*Stored data entries*.

_ _ _ _ _

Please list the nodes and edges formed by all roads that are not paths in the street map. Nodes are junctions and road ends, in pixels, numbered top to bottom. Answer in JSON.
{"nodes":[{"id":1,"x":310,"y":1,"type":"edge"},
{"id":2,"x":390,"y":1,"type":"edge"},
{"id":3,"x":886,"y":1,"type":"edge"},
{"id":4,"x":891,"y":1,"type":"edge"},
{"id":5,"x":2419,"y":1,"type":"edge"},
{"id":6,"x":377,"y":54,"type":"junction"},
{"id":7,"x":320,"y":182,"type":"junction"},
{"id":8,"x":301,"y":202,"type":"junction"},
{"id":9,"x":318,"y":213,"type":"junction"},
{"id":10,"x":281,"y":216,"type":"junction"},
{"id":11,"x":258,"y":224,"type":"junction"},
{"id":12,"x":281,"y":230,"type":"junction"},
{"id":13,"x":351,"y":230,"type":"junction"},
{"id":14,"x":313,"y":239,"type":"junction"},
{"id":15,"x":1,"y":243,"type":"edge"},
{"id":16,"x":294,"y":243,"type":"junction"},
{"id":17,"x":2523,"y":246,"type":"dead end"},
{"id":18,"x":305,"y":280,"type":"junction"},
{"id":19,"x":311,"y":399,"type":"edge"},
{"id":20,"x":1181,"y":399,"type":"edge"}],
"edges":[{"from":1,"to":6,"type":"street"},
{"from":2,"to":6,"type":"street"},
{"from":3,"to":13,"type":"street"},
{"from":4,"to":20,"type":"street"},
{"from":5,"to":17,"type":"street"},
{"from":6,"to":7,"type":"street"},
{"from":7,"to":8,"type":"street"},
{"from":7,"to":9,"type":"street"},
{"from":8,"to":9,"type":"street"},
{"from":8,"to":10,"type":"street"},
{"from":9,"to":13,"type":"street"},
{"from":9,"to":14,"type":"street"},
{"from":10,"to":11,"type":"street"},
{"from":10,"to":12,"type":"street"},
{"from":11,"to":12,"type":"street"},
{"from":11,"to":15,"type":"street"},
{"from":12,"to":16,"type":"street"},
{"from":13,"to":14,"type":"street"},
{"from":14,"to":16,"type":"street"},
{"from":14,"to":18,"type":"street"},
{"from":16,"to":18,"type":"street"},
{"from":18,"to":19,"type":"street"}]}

_ _ _ _ _

*Exercise brief*. Among the entries, how many lines contain the string "edges"? Give the number without anything else.

*Final answer*. 2